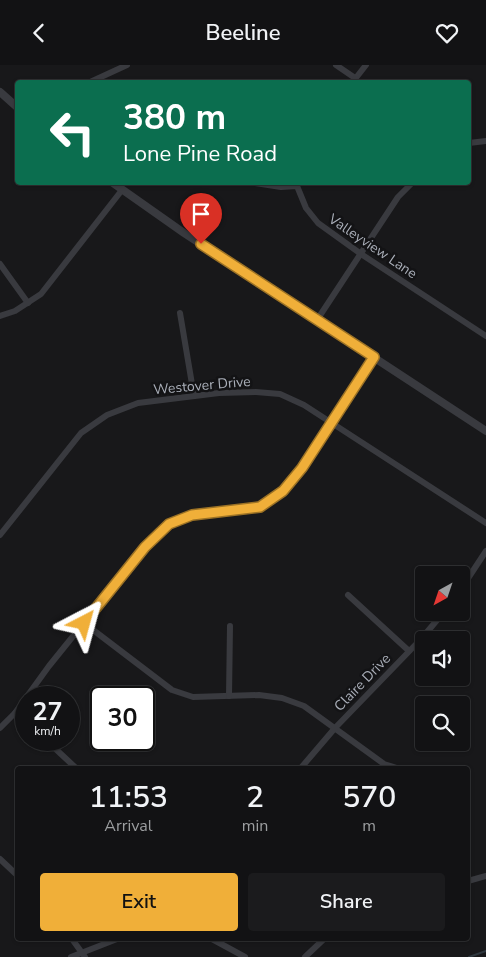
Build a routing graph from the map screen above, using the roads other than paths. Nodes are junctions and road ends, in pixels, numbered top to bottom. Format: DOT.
graph roads {
  1 [pos="127,65"];
  2 [pos="336,65"];
  3 [pos="366,65"];
  4 [pos="94,80"];
  5 [pos="354,80"];
  6 [pos="0,92"];
  7 [pos="15,105"];
  8 [pos="486,141"];
  9 [pos="471,143"];
  10 [pos="116,185"];
  11 [pos="263,185"];
  12 [pos="282,185"];
  13 [pos="297,185"];
  14 [pos="410,185"];
  15 [pos="122,190"];
  16 [pos="361,254"];
  17 [pos="0,264"];
  18 [pos="28,303"];
  19 [pos="180,313"];
  20 [pos="0,316"];
  21 [pos="317,320"];
  22 [pos="486,336"];
  23 [pos="374,357"];
  24 [pos="194,396"];
  25 [pos="331,422"];
  26 [pos="486,431"];
  27 [pos="486,523"];
  28 [pos="0,535"];
  29 [pos="486,551"];
  30 [pos="470,575"];
  31 [pos="348,595"];
  32 [pos="436,621"];
  33 [pos="84,623"];
  34 [pos="230,626"];
  35 [pos="409,651"];
  36 [pos="36,686"];
  37 [pos="230,696"];
  38 [pos="15,713"];
  39 [pos="0,728"];
  40 [pos="335,728"];
  41 [pos="58,751"];
  42 [pos="74,766"];
  43 [pos="303,766"];
  44 [pos="390,766"];
  45 [pos="0,859"];
  46 [pos="15,873"];
  47 [pos="486,876"];
  48 [pos="470,880"];
  49 [pos="74,941"];
  50 [pos="113,941"];
  51 [pos="216,941"];
  52 [pos="322,941"];
  53 [pos="84,955"];
  54 [pos="72,957"];
  55 [pos="245,957"];
  56 [pos="305,957"];
  1 -- 4 [label="street"];
  2 -- 5 [label="street"];
  3 -- 5 [label="street"];
  6 -- 7 [label="street"];
  8 -- 9 [label="street"];
  10 -- 15 [label="street"];
  11 -- 12 [label="street, Valleyview Lane"];
  13 -- 16 [label="street, Valleyview Lane"];
  14 -- 16 [label="street"];
  15 -- 18 [label="street"];
  15 -- 21 [label="street"];
  16 -- 21 [label="street"];
  16 -- 22 [label="street, Valleyview Lane"];
  17 -- 18 [label="street"];
  18 -- 20 [label="street"];
  19 -- 24 [label="street"];
  21 -- 23 [label="street"];
  23 -- 25 [label="street"];
  23 -- 26 [label="street"];
  24 -- 25 [label="street, Westover Drive"];
  24 -- 28 [label="street, Westover Drive"];
  25 -- 27 [label="street, Westover Drive"];
  25 -- 33 [label="street"];
  29 -- 30 [label="street"];
  31 -- 35 [label="street"];
  32 -- 35 [label="street, Claire Drive"];
  33 -- 36 [label="street"];
  33 -- 37 [label="street"];
  34 -- 37 [label="street"];
  35 -- 40 [label="street, Claire Drive"];
  37 -- 40 [label="street"];
  38 -- 39 [label="street"];
  40 -- 43 [label="street, Claire Drive"];
  40 -- 44 [label="street"];
  41 -- 42 [label="street"];
  45 -- 46 [label="street"];
  47 -- 48 [label="street"];
  49 -- 53 [label="street"];
  50 -- 53 [label="street"];
  51 -- 55 [label="street"];
  52 -- 56 [label="street"];
  53 -- 54 [label="street"];
}
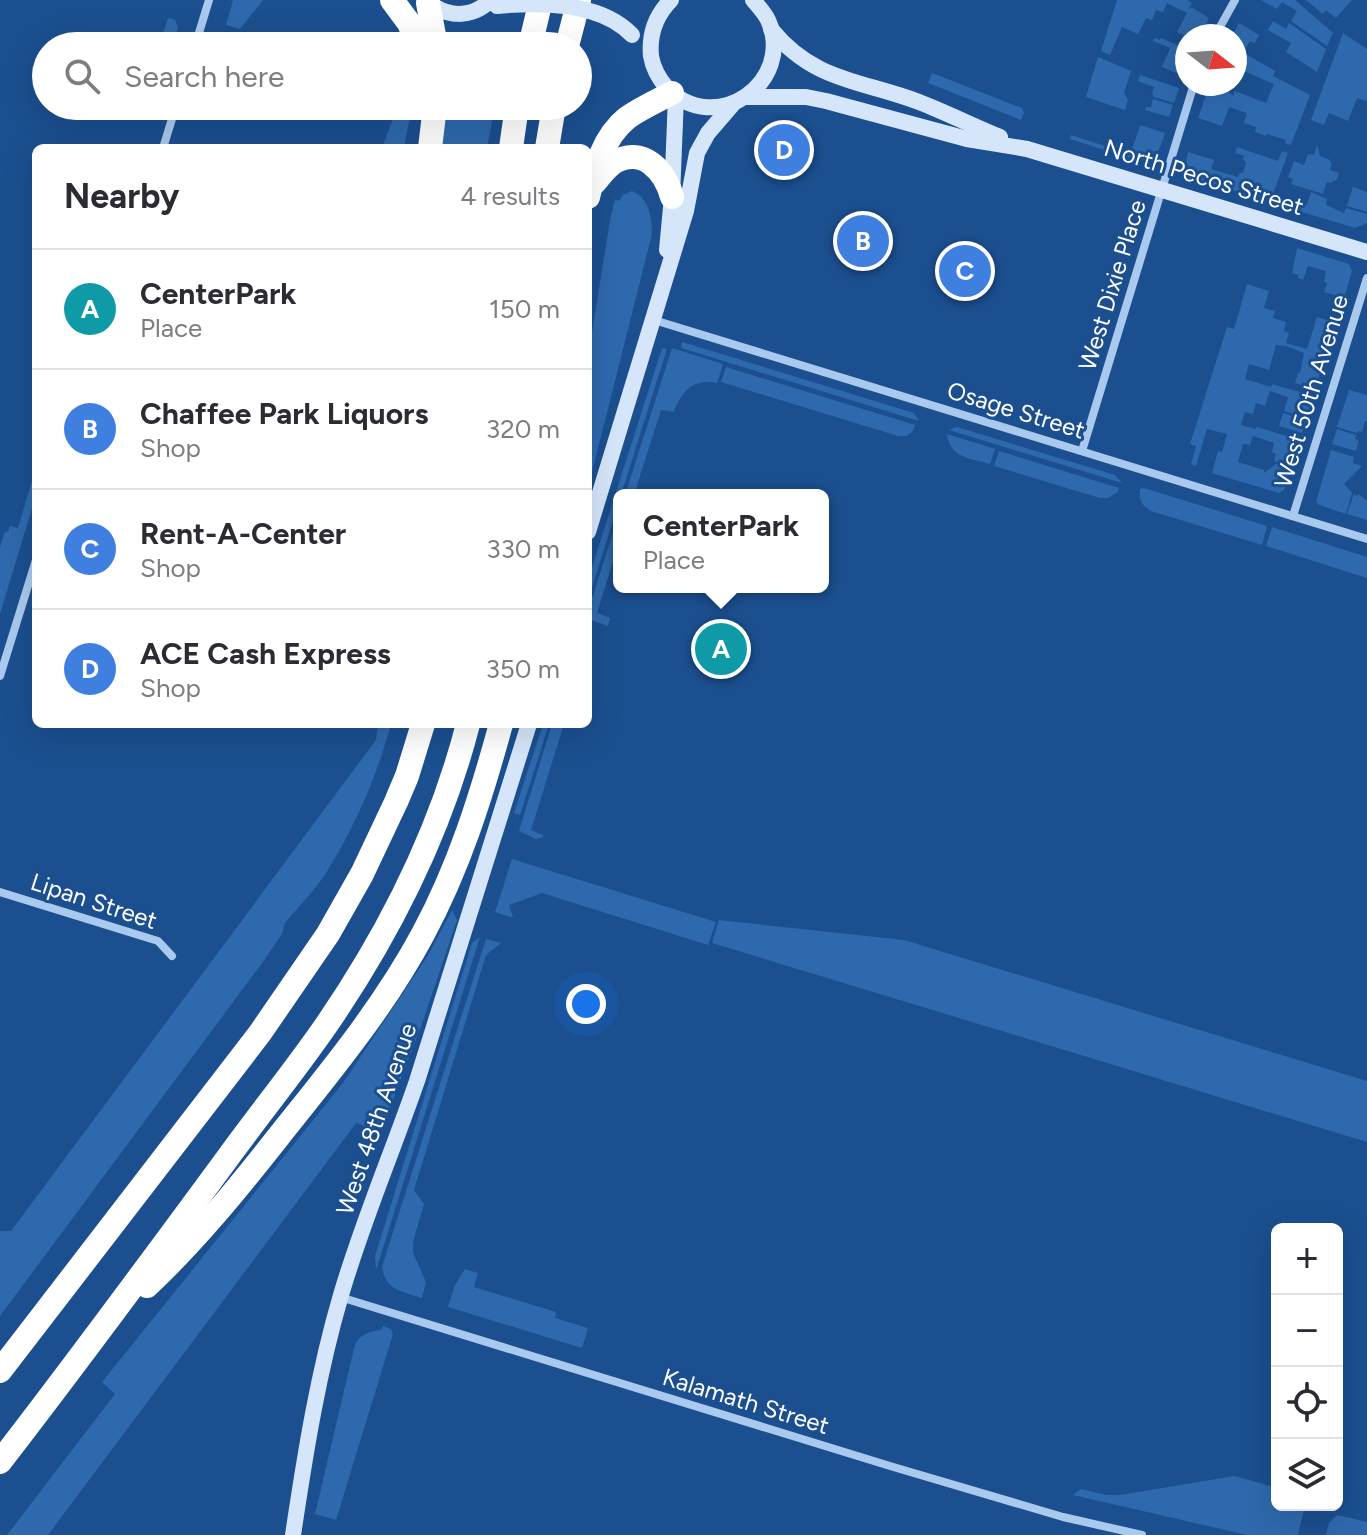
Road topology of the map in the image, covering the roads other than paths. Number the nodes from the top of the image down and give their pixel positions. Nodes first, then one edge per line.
1 (209, 0) edge
2 (392, 0) edge
3 (541, 0) edge
4 (579, 0) edge
5 (671, 0) edge
6 (753, 0) edge
7 (770, 0) edge
8 (1235, 0) edge
9 (427, 1) edge
10 (494, 3) edge
11 (769, 24) junction
12 (1222, 24) edge
13 (199, 32) edge
14 (413, 32) edge
15 (433, 32) edge
16 (533, 32) edge
17 (571, 32) edge
18 (652, 59) junction
19 (674, 94) junction
20 (1190, 96) edge
21 (739, 100) junction
22 (172, 120) edge
23 (420, 120) edge
24 (433, 120) edge
25 (515, 120) edge
26 (552, 120) edge
27 (164, 144) edge
28 (417, 144) edge
29 (430, 144) edge
30 (512, 144) edge
31 (548, 144) edge
32 (1027, 149) junction
33 (592, 181) edge
34 (592, 188) edge
35 (1162, 189) junction
36 (672, 197) junction
37 (1367, 252) edge
38 (1367, 278) edge
39 (663, 289) junction
40 (654, 320) junction
41 (1082, 451) junction
42 (1293, 516) junction
43 (592, 519) edge
44 (1367, 539) edge
45 (32, 573) edge
46 (0, 676) edge
47 (415, 728) edge
48 (422, 728) edge
49 (467, 728) edge
50 (500, 728) edge
51 (528, 728) edge
52 (407, 776) junction
53 (0, 892) edge
54 (172, 956) dead end
55 (340, 1297) junction
56 (102, 1329) junction
57 (0, 1371) edge
58 (0, 1462) edge
59 (293, 1533) edge
60 (1142, 1535) edge

1 - 13 street
2 - 14 highway
3 - 16 highway
4 - 17 highway
5 - 18 street
6 - 11 street, North Pecos Street
7 - 11 street
8 - 12 street
9 - 10 street
9 - 15 highway
10 - 18 street, bridge
11 - 21 street
11 - 32 street, North Pecos Street
18 - 19 street
19 - 21 street, North Pecos Street
19 - 33 highway
19 - 36 street
20 - 35 street, West Dixie Place
21 - 32 street, North Pecos Street
21 - 39 street
22 - 27 street
23 - 28 highway
24 - 29 highway
25 - 30 highway
26 - 31 highway
32 - 35 street, North Pecos Street
34 - 36 highway
35 - 37 street, North Pecos Street
35 - 41 street, West Dixie Place
36 - 39 street
38 - 42 street, West 50th Avenue
39 - 40 street
40 - 41 street, Osage Street
40 - 43 street
41 - 42 street, Osage Street
42 - 44 street, Osage Street
45 - 46 street
47 - 52 highway
48 - 52 highway
49 - 56 highway
50 - 56 highway
51 - 55 street, West 48th Avenue
52 - 57 highway
53 - 54 street, Lipan Street
55 - 59 street, West 48th Avenue
55 - 60 street, Kalamath Street
56 - 58 highway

::::

Task description -
Return each line of the material exactly as written; exclude the pictures.

Problem solution -
Build a routing graph from the map screen above, using the roads other than paths. Nodes are junctions and road ends, in pixels, numbered top to bottom. Format: DOT.
graph roads {
  1 [pos="127,65"];
  2 [pos="336,65"];
  3 [pos="366,65"];
  4 [pos="94,80"];
  5 [pos="354,80"];
  6 [pos="0,92"];
  7 [pos="15,105"];
  8 [pos="486,141"];
  9 [pos="471,143"];
  10 [pos="116,185"];
  11 [pos="263,185"];
  12 [pos="282,185"];
  13 [pos="297,185"];
  14 [pos="410,185"];
  15 [pos="122,190"];
  16 [pos="361,254"];
  17 [pos="0,264"];
  18 [pos="28,303"];
  19 [pos="180,313"];
  20 [pos="0,316"];
  21 [pos="317,320"];
  22 [pos="486,336"];
  23 [pos="374,357"];
  24 [pos="194,396"];
  25 [pos="331,422"];
  26 [pos="486,431"];
  27 [pos="486,523"];
  28 [pos="0,535"];
  29 [pos="486,551"];
  30 [pos="470,575"];
  31 [pos="348,595"];
  32 [pos="436,621"];
  33 [pos="84,623"];
  34 [pos="230,626"];
  35 [pos="409,651"];
  36 [pos="36,686"];
  37 [pos="230,696"];
  38 [pos="15,713"];
  39 [pos="0,728"];
  40 [pos="335,728"];
  41 [pos="58,751"];
  42 [pos="74,766"];
  43 [pos="303,766"];
  44 [pos="390,766"];
  45 [pos="0,859"];
  46 [pos="15,873"];
  47 [pos="486,876"];
  48 [pos="470,880"];
  49 [pos="74,941"];
  50 [pos="113,941"];
  51 [pos="216,941"];
  52 [pos="322,941"];
  53 [pos="84,955"];
  54 [pos="72,957"];
  55 [pos="245,957"];
  56 [pos="305,957"];
  1 -- 4 [label="street"];
  2 -- 5 [label="street"];
  3 -- 5 [label="street"];
  6 -- 7 [label="street"];
  8 -- 9 [label="street"];
  10 -- 15 [label="street"];
  11 -- 12 [label="street, Valleyview Lane"];
  13 -- 16 [label="street, Valleyview Lane"];
  14 -- 16 [label="street"];
  15 -- 18 [label="street"];
  15 -- 21 [label="street"];
  16 -- 21 [label="street"];
  16 -- 22 [label="street, Valleyview Lane"];
  17 -- 18 [label="street"];
  18 -- 20 [label="street"];
  19 -- 24 [label="street"];
  21 -- 23 [label="street"];
  23 -- 25 [label="street"];
  23 -- 26 [label="street"];
  24 -- 25 [label="street, Westover Drive"];
  24 -- 28 [label="street, Westover Drive"];
  25 -- 27 [label="street, Westover Drive"];
  25 -- 33 [label="street"];
  29 -- 30 [label="street"];
  31 -- 35 [label="street"];
  32 -- 35 [label="street, Claire Drive"];
  33 -- 36 [label="street"];
  33 -- 37 [label="street"];
  34 -- 37 [label="street"];
  35 -- 40 [label="street, Claire Drive"];
  37 -- 40 [label="street"];
  38 -- 39 [label="street"];
  40 -- 43 [label="street, Claire Drive"];
  40 -- 44 [label="street"];
  41 -- 42 [label="street"];
  45 -- 46 [label="street"];
  47 -- 48 [label="street"];
  49 -- 53 [label="street"];
  50 -- 53 [label="street"];
  51 -- 55 [label="street"];
  52 -- 56 [label="street"];
  53 -- 54 [label="street"];
}
Road topology of the map in the image, covering the roads other than paths. Number the nodes from the top of the image down and give their pixel positions. Nodes first, then one edge per line.
1 (209, 0) edge
2 (392, 0) edge
3 (541, 0) edge
4 (579, 0) edge
5 (671, 0) edge
6 (753, 0) edge
7 (770, 0) edge
8 (1235, 0) edge
9 (427, 1) edge
10 (494, 3) edge
11 (769, 24) junction
12 (1222, 24) edge
13 (199, 32) edge
14 (413, 32) edge
15 (433, 32) edge
16 (533, 32) edge
17 (571, 32) edge
18 (652, 59) junction
19 (674, 94) junction
20 (1190, 96) edge
21 (739, 100) junction
22 (172, 120) edge
23 (420, 120) edge
24 (433, 120) edge
25 (515, 120) edge
26 (552, 120) edge
27 (164, 144) edge
28 (417, 144) edge
29 (430, 144) edge
30 (512, 144) edge
31 (548, 144) edge
32 (1027, 149) junction
33 (592, 181) edge
34 (592, 188) edge
35 (1162, 189) junction
36 (672, 197) junction
37 (1367, 252) edge
38 (1367, 278) edge
39 (663, 289) junction
40 (654, 320) junction
41 (1082, 451) junction
42 (1293, 516) junction
43 (592, 519) edge
44 (1367, 539) edge
45 (32, 573) edge
46 (0, 676) edge
47 (415, 728) edge
48 (422, 728) edge
49 (467, 728) edge
50 (500, 728) edge
51 (528, 728) edge
52 (407, 776) junction
53 (0, 892) edge
54 (172, 956) dead end
55 (340, 1297) junction
56 (102, 1329) junction
57 (0, 1371) edge
58 (0, 1462) edge
59 (293, 1533) edge
60 (1142, 1535) edge

1 - 13 street
2 - 14 highway
3 - 16 highway
4 - 17 highway
5 - 18 street
6 - 11 street, North Pecos Street
7 - 11 street
8 - 12 street
9 - 10 street
9 - 15 highway
10 - 18 street, bridge
11 - 21 street
11 - 32 street, North Pecos Street
18 - 19 street
19 - 21 street, North Pecos Street
19 - 33 highway
19 - 36 street
20 - 35 street, West Dixie Place
21 - 32 street, North Pecos Street
21 - 39 street
22 - 27 street
23 - 28 highway
24 - 29 highway
25 - 30 highway
26 - 31 highway
32 - 35 street, North Pecos Street
34 - 36 highway
35 - 37 street, North Pecos Street
35 - 41 street, West Dixie Place
36 - 39 street
38 - 42 street, West 50th Avenue
39 - 40 street
40 - 41 street, Osage Street
40 - 43 street
41 - 42 street, Osage Street
42 - 44 street, Osage Street
45 - 46 street
47 - 52 highway
48 - 52 highway
49 - 56 highway
50 - 56 highway
51 - 55 street, West 48th Avenue
52 - 57 highway
53 - 54 street, Lipan Street
55 - 59 street, West 48th Avenue
55 - 60 street, Kalamath Street
56 - 58 highway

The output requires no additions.